Sanjay Leela Bhansali’s controversial period film Padmaavat was released on Thursday amidst rising violence by the Shri Rajput Karni Sena and other Rajput groups. On Wednesday, mobs unleashed violence in at least seven states across India, blocking highways and burning buses in Haryana and Rajasthan, forcing shut shops in Uttar Pradesh and throwing bricks and stones at a school bus full of children in Gurgaon.
A day earlier, on Tuesday, mobs in Gujarat torched nearly 200 vehicles in Ahmedabad to protest against the Supreme Court’s decision to allow the release of Padmaavat, a film that some people claim distorts the “history of Hindus” and insults the mythical Rajput Queen Padmini. Fearing attacks, multiplex owners in Rajasthan, Gujarat, Madhya Pradesh and Goa have announced that they will not screen Bhansali’s film.

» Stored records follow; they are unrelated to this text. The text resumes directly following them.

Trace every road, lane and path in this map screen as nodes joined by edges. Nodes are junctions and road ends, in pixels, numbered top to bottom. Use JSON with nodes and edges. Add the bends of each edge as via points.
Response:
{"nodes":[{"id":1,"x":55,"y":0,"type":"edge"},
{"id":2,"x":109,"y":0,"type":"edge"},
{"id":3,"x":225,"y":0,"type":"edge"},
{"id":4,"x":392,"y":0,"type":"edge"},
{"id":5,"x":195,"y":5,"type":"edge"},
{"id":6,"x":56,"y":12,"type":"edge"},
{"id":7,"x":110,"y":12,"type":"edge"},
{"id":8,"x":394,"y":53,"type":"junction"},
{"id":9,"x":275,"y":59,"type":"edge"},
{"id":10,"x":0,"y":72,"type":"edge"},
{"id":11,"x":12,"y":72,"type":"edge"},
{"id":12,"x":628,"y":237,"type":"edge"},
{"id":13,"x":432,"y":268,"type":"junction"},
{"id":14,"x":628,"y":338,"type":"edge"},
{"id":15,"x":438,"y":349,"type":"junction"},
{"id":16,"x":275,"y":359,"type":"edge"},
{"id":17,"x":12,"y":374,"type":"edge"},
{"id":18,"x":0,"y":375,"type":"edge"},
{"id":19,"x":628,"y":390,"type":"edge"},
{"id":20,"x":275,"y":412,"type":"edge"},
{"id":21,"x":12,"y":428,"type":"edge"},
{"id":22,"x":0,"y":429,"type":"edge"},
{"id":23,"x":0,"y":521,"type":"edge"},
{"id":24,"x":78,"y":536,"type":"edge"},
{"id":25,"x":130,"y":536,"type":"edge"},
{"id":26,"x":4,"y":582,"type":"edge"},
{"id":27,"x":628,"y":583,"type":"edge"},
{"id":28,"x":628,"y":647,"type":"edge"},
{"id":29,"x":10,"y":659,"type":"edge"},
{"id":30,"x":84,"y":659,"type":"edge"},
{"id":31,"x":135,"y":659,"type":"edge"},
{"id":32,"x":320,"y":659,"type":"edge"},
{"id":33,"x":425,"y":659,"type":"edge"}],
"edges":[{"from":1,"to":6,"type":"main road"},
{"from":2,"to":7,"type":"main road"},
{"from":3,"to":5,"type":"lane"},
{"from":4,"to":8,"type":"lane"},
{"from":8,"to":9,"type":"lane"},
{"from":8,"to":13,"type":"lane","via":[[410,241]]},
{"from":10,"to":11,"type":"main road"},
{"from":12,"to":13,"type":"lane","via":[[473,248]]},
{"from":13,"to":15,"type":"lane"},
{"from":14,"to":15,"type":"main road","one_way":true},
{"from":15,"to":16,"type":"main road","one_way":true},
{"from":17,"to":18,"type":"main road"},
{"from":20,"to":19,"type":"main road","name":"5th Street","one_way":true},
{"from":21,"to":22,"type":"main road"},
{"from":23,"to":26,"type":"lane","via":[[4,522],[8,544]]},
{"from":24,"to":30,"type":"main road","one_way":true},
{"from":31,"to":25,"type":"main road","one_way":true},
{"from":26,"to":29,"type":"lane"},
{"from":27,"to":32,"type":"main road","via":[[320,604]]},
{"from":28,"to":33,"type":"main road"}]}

While the Padmaavat controversy has dominated news headlines in India for the past week, it has also grabbed the attention of the media across the world.
In South Asia
On the eve of Padmaavat’s global release, newspapers in Pakistan and Bangladesh focused on the Rajput rioters. Pakistan Today carried a report on mobs going on a rampage in Ahmedabad while making it clear that the violence was over a film about a “mythical Hindu queen”.
Bangladeshi publications The Independent and Prothom Alo also highlighted the violence by “Hindu hardliners” in Ahmedabad and other Indian cities.
Pakistan’s Dawn shifted the focus away from the riots and carried a compilation of critics reviews from seven Indian publications. Did the movie really impress critics after all the controversy?
In Sri Lanka, meanwhile, the Daily Mirror published an editorial far more appealing to the local audience, about the Sri Lankan prime minister’s eagerness to watch Padmaavat after claims were made in October that Queen Padmini was a Sinhala princess with Sri Lankan ancestry.
“It is not every day we have Prime Minister Ranil Wickremsinghe’s office writing letters expressing premier’s keenness to watch a movie based on a queen,” said the editorial, which also claimed that Indian Prime Minister Narendra Modi was also excited about the movie. “A few days back Modi along with visiting Israeli Prime Minister Benjamin Netanyahu watched a dance performance of the famous Ghoomar song of Padmavat by a group of students, in the Gujarat capital, Ahmadabad.”
In the West
In the United States, the New York Times published an explainer about why a “lavish Bollywood epic” had stirred so much anger and controversy among Indians, to the extent that hundreds of women have threatened mass suicide if the film is released.
The BBC also released a similar video explainer, including interviews with Padmaavat’s lead actor Deepika Padukone and director Bhansali, about the reasons behind the controversy.